Motoraduno dello Stelvio Raccontato da una Zavorrina...


Quest’anno abbiamo deciso di fare la tre giorni al Motoraduno dello Stelvio ..... che emozione! Partenza venerdì 29 giugno 2007 dal Bar Dodo di San Martino Buon Albergo (VR) (io, Teo, Mirko, Mato e il Sofi. Abbiamo imboccato la tengenziale in direzione Passaggio Napoleone per recuperare altri partecipanti (Lugo, Dimistri e Laura). Qualcuno più temerario di noi, è partito in campar giovedì sera (Teo, Betta, Thomas, Roby e Vale). Un po’ di delusione perché non abbiamo fatto molte curve (per una zavorrina penso sia una delle cose più emozionanti…..), il Mendola e il Palade erano chiusi a causa di manifestazioni di vario genere ….. L’unica consolazione……un bel pranzetto in compagnia a base di crauti e salsiccie, stinco e patate e una fresca birra alla Forst di Merano….

Con la panza tutta piena siamo partiti per Sondalo, base del motoraduno…..

Il montaggio tenda è stato alquanto divertente, ma questo non era niente in confronto ai due giorni che avevo di fronte.

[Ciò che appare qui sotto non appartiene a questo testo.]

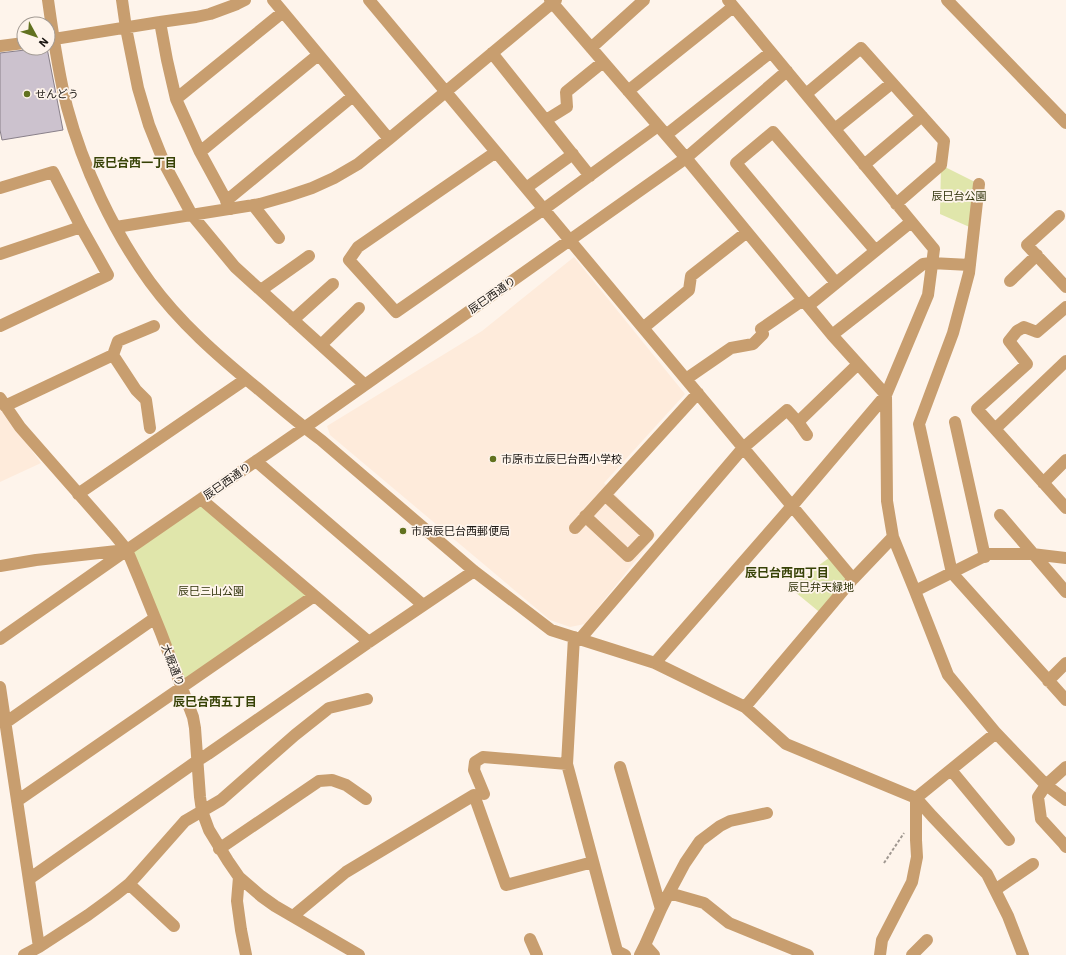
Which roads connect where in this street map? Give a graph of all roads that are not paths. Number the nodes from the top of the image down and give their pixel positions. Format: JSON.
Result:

Dopo aver cenato l’atmosfera si è “scaldata” con un gruppo che faceva cover della Pausini….!!!!!diciamo che non mi sembrava proprio la musica adatta per un motoraduno. Qualche lancio con il frisbee e poi si è scatenato l’inferno. Nel giro di qualche secondo centinaia di frisbee in cielo a colorare la notte leggermente nuvolosa….che spettacolo!!!!!!

Distrutta da una serie di emozioni e soprattutto dai kilometri me ne sono andata in tenda, ma dormire era un po’ difficile……

Al risveglio la voglia di fare altra strada per vedere dei posti nuovi era quasi sottozero ma una brioche e un cappuccio hanno rimesso in sesto me e il Teo…..gli altri erano troppo distrutti.

Il gruppo si è diviso: chi in direzione Livigno e solo noi due temerari in direzione Lago di Resia.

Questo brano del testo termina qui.